Read this for general info on optimisations

Yes, but can control-rate updates be done at a given interval in samples (or time unit) rather than being considered constant during the block?

Is there a way to merge maths operations like sqrt (pow()) into a single call to exp() or is that left to the user?

sletz commented 2 years ago

Read this for general info on optimisations

Yes, but can control-rate updates be done at a given interval in samples (or time unit) rather than being considered constant during the block?

Not easily for now.
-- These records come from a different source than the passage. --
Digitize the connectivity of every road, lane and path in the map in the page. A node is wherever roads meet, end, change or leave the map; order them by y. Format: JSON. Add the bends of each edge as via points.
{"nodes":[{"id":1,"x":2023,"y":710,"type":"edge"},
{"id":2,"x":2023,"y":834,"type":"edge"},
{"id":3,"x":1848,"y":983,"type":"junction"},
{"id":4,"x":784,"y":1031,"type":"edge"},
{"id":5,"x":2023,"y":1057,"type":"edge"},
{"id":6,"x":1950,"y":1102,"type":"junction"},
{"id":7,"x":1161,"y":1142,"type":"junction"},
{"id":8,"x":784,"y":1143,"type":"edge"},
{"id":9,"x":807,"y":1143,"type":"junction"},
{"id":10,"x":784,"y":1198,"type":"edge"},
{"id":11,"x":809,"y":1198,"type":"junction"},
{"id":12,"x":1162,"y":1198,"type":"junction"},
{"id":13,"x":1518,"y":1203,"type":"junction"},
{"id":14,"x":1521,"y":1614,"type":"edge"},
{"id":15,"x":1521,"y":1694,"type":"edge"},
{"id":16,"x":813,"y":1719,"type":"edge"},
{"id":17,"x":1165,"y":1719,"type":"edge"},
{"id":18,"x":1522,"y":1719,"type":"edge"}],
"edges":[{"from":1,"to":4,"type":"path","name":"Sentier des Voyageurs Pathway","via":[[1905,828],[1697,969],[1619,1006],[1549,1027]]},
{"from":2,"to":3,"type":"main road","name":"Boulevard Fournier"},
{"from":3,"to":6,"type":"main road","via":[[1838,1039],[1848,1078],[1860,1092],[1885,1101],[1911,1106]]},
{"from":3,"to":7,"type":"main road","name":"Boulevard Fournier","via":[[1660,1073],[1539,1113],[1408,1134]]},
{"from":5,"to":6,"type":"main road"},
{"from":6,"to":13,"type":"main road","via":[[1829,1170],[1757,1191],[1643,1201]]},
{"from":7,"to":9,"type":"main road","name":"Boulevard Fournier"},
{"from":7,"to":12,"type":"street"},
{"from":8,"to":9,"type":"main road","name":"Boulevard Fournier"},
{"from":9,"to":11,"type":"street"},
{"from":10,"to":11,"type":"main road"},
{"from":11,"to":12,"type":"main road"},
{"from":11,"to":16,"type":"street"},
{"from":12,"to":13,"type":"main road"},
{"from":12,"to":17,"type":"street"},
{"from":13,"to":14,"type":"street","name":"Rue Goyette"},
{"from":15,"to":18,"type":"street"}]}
But we could add an option to separate the control code (done in the compute function before the actual DSP loop) in a separated "control" function, to be called when needed by the architecture file.

Is there a way to merge maths operations like sqrt (pow()) into a single call to exp() or is that left to the user?

The compiler currently implements some simplifications likeexp(log(x)) = x. We could add some more. Can you list which one would be the more useful?

x42 commented 2 years ago

Can you list which one would be the more useful?

sqrt(pow(a, b)) -- move the sqrt into the exponent: pow (a, b * 0.5f)
exp (a log(b)) = pow (b, a) -- if b is constant (e.g 10) , use `constexpr float l10 = log (10); return exp (a l10);`

Oddly enough in the generated C++ code there are many of those constructs. A partial list (from faust -vec -lv 0 -g -vs 8 master_me.dsp using c03ce7d1e6cbff58) while in the .dsp file there are only 2 calls to sqrt for the correlation meter. Where does the 10^x come from?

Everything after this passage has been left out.